[Social Life in the Insect World by J. H. Fabre]@TWC D-Link book
Social Life in the Insect World

CHAPTER X
13/18

I am inclined to place the Cricket at the head of the choristers of spring.
In the waste lands of Provence, when the thyme and the lavender are in flower, the Cricket mingles his note with that of the crested lark, which ascends like a lyrical firework, its throat swelling with music, to its invisible station in the clouds, whence it pours its liquid arias upon the plain below.
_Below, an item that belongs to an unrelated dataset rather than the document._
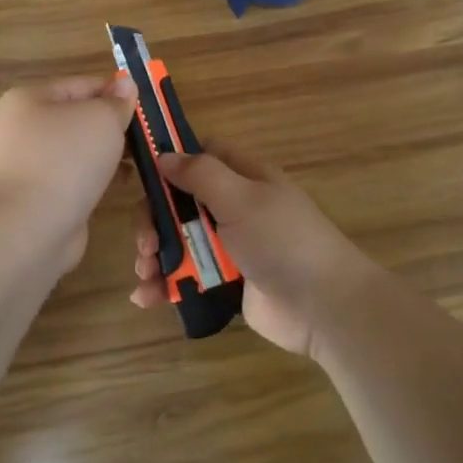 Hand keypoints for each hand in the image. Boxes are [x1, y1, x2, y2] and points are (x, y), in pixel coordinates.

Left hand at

From the ground the chorus of the Crickets replies.

It is monotonous and artless, yet how well it harmonises, in its very simplicity, with the rustic gaiety of a world renewed! It is the hosanna of the awakening, the alleluia of the germinating seed and the sprouting blade.

To which of the two performers should the palm be given?
I should award it to the Cricket; he triumphs by force of numbers and his never-ceasing note.

The lark hushes her song, that the blue-grey fields of lavender, swinging their aromatic censers before the sun, may hear the Cricket alone at his humble, solemn celebration.
But here the anatomist intervenes, roughly demanding of the Cricket: "Show me your instrument, the source of your music!" Like all things of real value, it is very simple; it is based on the same principle as that of the locusts; there is the toothed fiddlestick and the vibrating tympanum.
The right wing-cover overlaps the left and almost completely covers it, except for the sudden fold which encases the insect's flank.